Choosing the right customer relationship management (CRM) system is crucial for any business aiming to improve customer interactions, streamline operations, and boost sales. However, the plethora of CRM options available can make this decision daunting. 

Today, we’re guiding you through the process of selecting a CRM system so you can sort through the options with finesse.

Expert Tips on How to Select a CRM System​

Selecting a CRM system requires a focus on your business needs and goals. Here are some best practices that our ERP selection consultants use with companies across industries:

1. Define Your Business Objectives​

Before diving into the selection process, clearly define what you aim to achieve with a CRM system. Are you looking to improve customer service? Increase sales? Streamline marketing efforts? 

Different departments within your organization will have varying needs and expectations, so it’s important to get everyone on the same page. Setting key performance indicators (KPIs) ensures all stakeholders know what features and functionality to prioritize. 

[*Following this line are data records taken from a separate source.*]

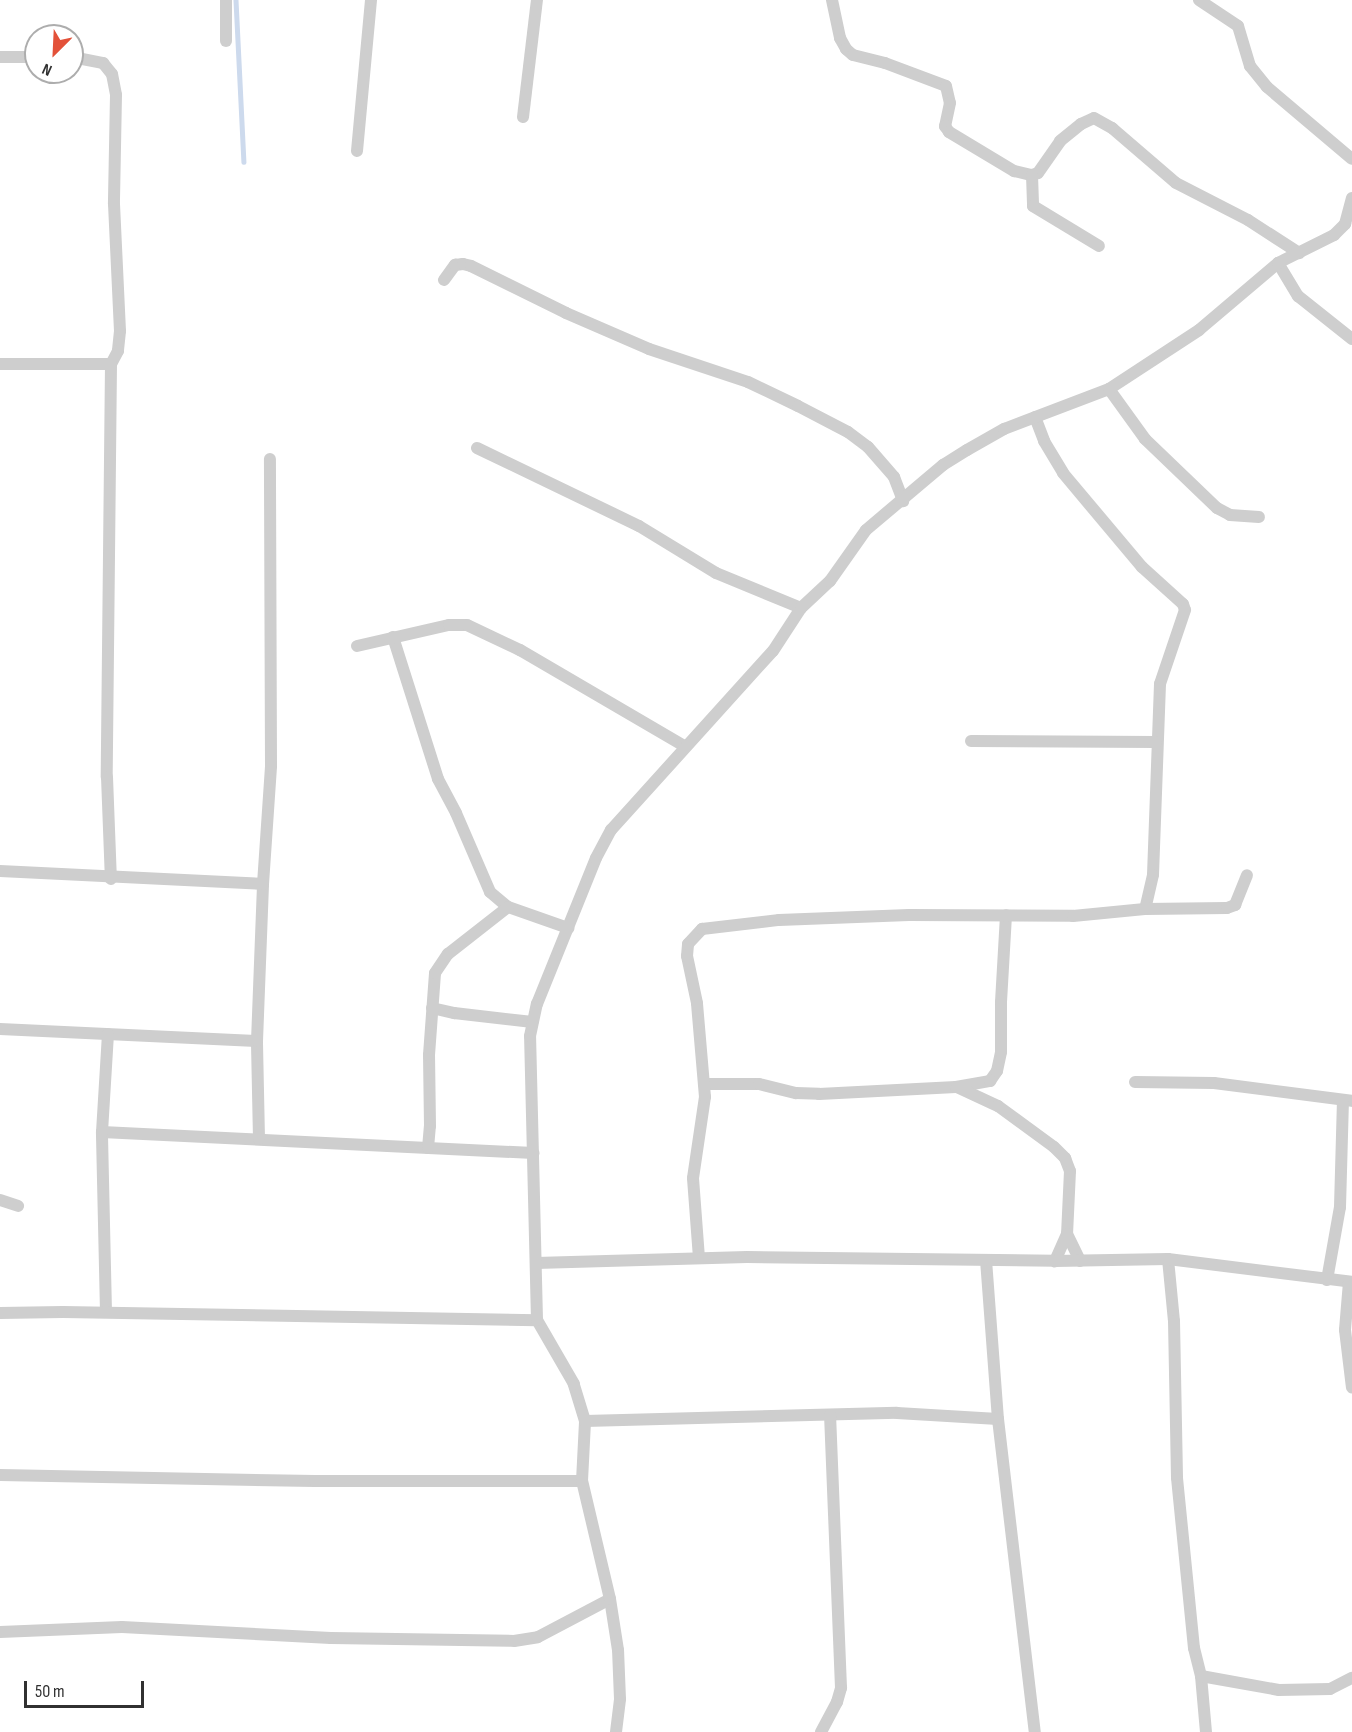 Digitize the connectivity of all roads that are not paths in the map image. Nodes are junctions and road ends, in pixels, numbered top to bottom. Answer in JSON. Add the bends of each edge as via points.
{"nodes":[{"id":1,"x":226,"y":0,"type":"edge"},
{"id":2,"x":371,"y":0,"type":"edge"},
{"id":3,"x":537,"y":0,"type":"edge"},
{"id":4,"x":832,"y":0,"type":"edge"},
{"id":5,"x":1199,"y":0,"type":"edge"},
{"id":6,"x":226,"y":41,"type":"dead end"},
{"id":7,"x":0,"y":57,"type":"edge"},
{"id":8,"x":24,"y":57,"type":"edge"},
{"id":9,"x":84,"y":59,"type":"edge"},
{"id":10,"x":522,"y":117,"type":"dead end"},
{"id":11,"x":357,"y":151,"type":"dead end"},
{"id":12,"x":1352,"y":159,"type":"edge"},
{"id":13,"x":1032,"y":176,"type":"junction"},
{"id":14,"x":1352,"y":198,"type":"edge"},
{"id":15,"x":1099,"y":246,"type":"dead end"},
{"id":16,"x":1299,"y":254,"type":"junction"},
{"id":17,"x":1278,"y":264,"type":"junction"},
{"id":18,"x":444,"y":280,"type":"dead end"},
{"id":19,"x":1352,"y":339,"type":"edge"},
{"id":20,"x":0,"y":364,"type":"edge"},
{"id":21,"x":111,"y":364,"type":"junction"},
{"id":22,"x":1109,"y":389,"type":"junction"},
{"id":23,"x":1035,"y":417,"type":"junction"},
{"id":24,"x":477,"y":448,"type":"dead end"},
{"id":25,"x":270,"y":459,"type":"dead end"},
{"id":26,"x":903,"y":501,"type":"junction"},
{"id":27,"x":1259,"y":517,"type":"dead end"},
{"id":28,"x":801,"y":608,"type":"junction"},
{"id":29,"x":393,"y":637,"type":"junction"},
{"id":30,"x":357,"y":646,"type":"dead end"},
{"id":31,"x":971,"y":741,"type":"dead end"},
{"id":32,"x":1156,"y":742,"type":"junction"},
{"id":33,"x":684,"y":746,"type":"junction"},
{"id":34,"x":0,"y":871,"type":"edge"},
{"id":35,"x":1247,"y":875,"type":"dead end"},
{"id":36,"x":111,"y":879,"type":"junction"},
{"id":37,"x":263,"y":885,"type":"junction"},
{"id":38,"x":508,"y":907,"type":"junction"},
{"id":39,"x":1145,"y":909,"type":"junction"},
{"id":40,"x":1006,"y":915,"type":"junction"},
{"id":41,"x":568,"y":928,"type":"junction"},
{"id":42,"x":432,"y":1008,"type":"junction"},
{"id":43,"x":532,"y":1022,"type":"junction"},
{"id":44,"x":0,"y":1029,"type":"edge"},
{"id":45,"x":108,"y":1034,"type":"junction"},
{"id":46,"x":257,"y":1041,"type":"junction"},
{"id":47,"x":1135,"y":1082,"type":"dead end"},
{"id":48,"x":704,"y":1084,"type":"junction"},
{"id":49,"x":956,"y":1087,"type":"junction"},
{"id":50,"x":1347,"y":1101,"type":"edge"},
{"id":51,"x":102,"y":1132,"type":"junction"},
{"id":52,"x":259,"y":1139,"type":"junction"},
{"id":53,"x":428,"y":1148,"type":"junction"},
{"id":54,"x":533,"y":1153,"type":"junction"},
{"id":55,"x":0,"y":1200,"type":"edge"},
{"id":56,"x":18,"y":1206,"type":"dead end"},
{"id":57,"x":1067,"y":1234,"type":"junction"},
{"id":58,"x":699,"y":1258,"type":"junction"},
{"id":59,"x":1168,"y":1259,"type":"junction"},
{"id":60,"x":986,"y":1260,"type":"junction"},
{"id":61,"x":1055,"y":1261,"type":"junction"},
{"id":62,"x":1080,"y":1261,"type":"junction"},
{"id":63,"x":536,"y":1263,"type":"junction"},
{"id":64,"x":1327,"y":1280,"type":"junction"},
{"id":65,"x":1350,"y":1282,"type":"edge"},
{"id":66,"x":106,"y":1312,"type":"junction"},
{"id":67,"x":0,"y":1313,"type":"edge"},
{"id":68,"x":537,"y":1320,"type":"junction"},
{"id":69,"x":1352,"y":1388,"type":"edge"},
{"id":70,"x":830,"y":1414,"type":"junction"},
{"id":71,"x":998,"y":1419,"type":"junction"},
{"id":72,"x":585,"y":1421,"type":"junction"},
{"id":73,"x":0,"y":1475,"type":"edge"},
{"id":74,"x":582,"y":1482,"type":"junction"},
{"id":75,"x":610,"y":1599,"type":"junction"},
{"id":76,"x":0,"y":1632,"type":"edge"},
{"id":77,"x":1200,"y":1676,"type":"junction"},
{"id":78,"x":1352,"y":1678,"type":"edge"},
{"id":79,"x":616,"y":1732,"type":"edge"},
{"id":80,"x":821,"y":1732,"type":"edge"},
{"id":81,"x":1035,"y":1732,"type":"edge"},
{"id":82,"x":1206,"y":1732,"type":"edge"}],
"edges":[{"from":1,"to":6,"type":"street"},
{"from":2,"to":11,"type":"street"},
{"from":3,"to":10,"type":"street"},
{"from":4,"to":13,"type":"street","via":[[846,49],[853,55],[946,86],[950,103],[945,126],[949,132],[1014,171]]},
{"from":5,"to":12,"type":"street","via":[[1238,26],[1250,66],[1267,87]]},
{"from":7,"to":8,"type":"street"},
{"from":9,"to":21,"type":"street","via":[[103,63],[112,74],[116,95],[114,214],[120,331],[118,351]]},
{"from":13,"to":15,"type":"street","via":[[1033,206]]},
{"from":13,"to":16,"type":"street","via":[[1044,168],[1060,141],[1094,118],[1112,128],[1176,183],[1248,220]]},
{"from":14,"to":16,"type":"street","via":[[1345,224],[1334,235]]},
{"from":16,"to":17,"type":"street"},
{"from":17,"to":19,"type":"street","via":[[1298,296]]},
{"from":17,"to":22,"type":"street","via":[[1199,330]]},
{"from":18,"to":26,"type":"street","via":[[455,265],[471,266],[649,349],[748,382],[798,406],[868,447],[894,477]]},
{"from":20,"to":21,"type":"street"},
{"from":21,"to":36,"type":"street","via":[[107,777]]},
{"from":22,"to":23,"type":"street"},
{"from":22,"to":27,"type":"street","via":[[1145,439],[1217,508],[1230,515]]},
{"from":23,"to":26,"type":"street","via":[[1004,429],[943,465]]},
{"from":23,"to":32,"type":"street","via":[[1063,473],[1142,567],[1185,610],[1162,673]]},
{"from":24,"to":28,"type":"street","via":[[639,526],[716,573]]},
{"from":25,"to":37,"type":"street","via":[[271,766]]},
{"from":26,"to":28,"type":"street","via":[[858,537],[830,581]]},
{"from":28,"to":33,"type":"street","via":[[772,651]]},
{"from":29,"to":30,"type":"street"},
{"from":29,"to":33,"type":"street","via":[[457,624],[483,630]]},
{"from":29,"to":38,"type":"street","via":[[438,778],[486,885]]},
{"from":31,"to":32,"type":"street"},
{"from":32,"to":39,"type":"street","via":[[1153,875]]},
{"from":33,"to":41,"type":"street","via":[[611,830]]},
{"from":34,"to":36,"type":"street"},
{"from":35,"to":39,"type":"street","via":[[1235,906]]},
{"from":36,"to":37,"type":"street"},
{"from":37,"to":46,"type":"street"},
{"from":38,"to":41,"type":"street"},
{"from":38,"to":42,"type":"street","via":[[441,962],[435,973]]},
{"from":39,"to":40,"type":"street","via":[[1073,916]]},
{"from":40,"to":48,"type":"street","via":[[791,920],[702,929],[688,944],[687,956],[697,1003]]},
{"from":40,"to":49,"type":"street","via":[[1000,1064],[990,1081]]},
{"from":41,"to":43,"type":"street"},
{"from":42,"to":43,"type":"street"},
{"from":42,"to":53,"type":"street"},
{"from":43,"to":54,"type":"street"},
{"from":44,"to":45,"type":"street"},
{"from":45,"to":46,"type":"street"},
{"from":45,"to":51,"type":"street"},
{"from":46,"to":52,"type":"street"},
{"from":47,"to":50,"type":"street","via":[[1214,1083]]},
{"from":48,"to":49,"type":"street","via":[[759,1084],[819,1094]]},
{"from":48,"to":58,"type":"street","via":[[693,1178]]},
{"from":49,"to":57,"type":"street","via":[[998,1106],[1065,1158],[1070,1171]]},
{"from":50,"to":64,"type":"street","via":[[1340,1207]]},
{"from":51,"to":52,"type":"street"},
{"from":51,"to":66,"type":"street"},
{"from":52,"to":53,"type":"street"},
{"from":53,"to":54,"type":"street"},
{"from":54,"to":63,"type":"street"},
{"from":55,"to":56,"type":"street"},
{"from":57,"to":61,"type":"street"},
{"from":57,"to":62,"type":"street"},
{"from":58,"to":60,"type":"street"},
{"from":58,"to":63,"type":"street"},
{"from":59,"to":62,"type":"street"},
{"from":59,"to":64,"type":"street"},
{"from":59,"to":77,"type":"street","via":[[1174,1321],[1177,1478]]},
{"from":60,"to":61,"type":"street"},
{"from":60,"to":71,"type":"street"},
{"from":61,"to":62,"type":"street"},
{"from":63,"to":68,"type":"street"},
{"from":64,"to":65,"type":"street"},
{"from":65,"to":69,"type":"street","via":[[1345,1330]]},
{"from":66,"to":67,"type":"street"},
{"from":66,"to":68,"type":"street"},
{"from":68,"to":72,"type":"street","via":[[574,1384]]},
{"from":70,"to":71,"type":"street"},
{"from":70,"to":72,"type":"street"},
{"from":70,"to":80,"type":"street","via":[[841,1688]]},
{"from":71,"to":81,"type":"street"},
{"from":72,"to":74,"type":"street"},
{"from":73,"to":74,"type":"street"},
{"from":74,"to":75,"type":"street"},
{"from":75,"to":76,"type":"street","via":[[538,1637],[514,1641],[331,1638],[122,1627]]},
{"from":75,"to":79,"type":"street","via":[[618,1650],[620,1699]]},
{"from":77,"to":78,"type":"street","via":[[1280,1690],[1330,1689]]},
{"from":77,"to":82,"type":"street"}]}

Without clear objectives, you risk implementing a CRM that doesn’t fully support your business goals.

2024 Clash of the Titans

SAP, Oracle, Microsoft, and Infor each have a variety of systems that can support data-driven decision making. We surveyed customers of these four vendors to find out what their selection and implementation process was like.

2. Assess Your Current Processes​

Evaluate your existing customer management processes to identify gaps and inefficiencies. This assessment will help you determine your business requirements. 

Understanding your current state helps in identifying pain points and areas where a CRM can bring improvements. 

For instance, if a company is struggling with inefficient sales processes because different departments maintain separate customer data, the company may want to select a CRM that centralizes data storage and provides real-time insights.

3. Involve Key Stakeholders​

During the selection process, you should engage stakeholders from various departments—such as sales, marketing, and customer service. Their input can help you understand the practical needs and challenges of different teams.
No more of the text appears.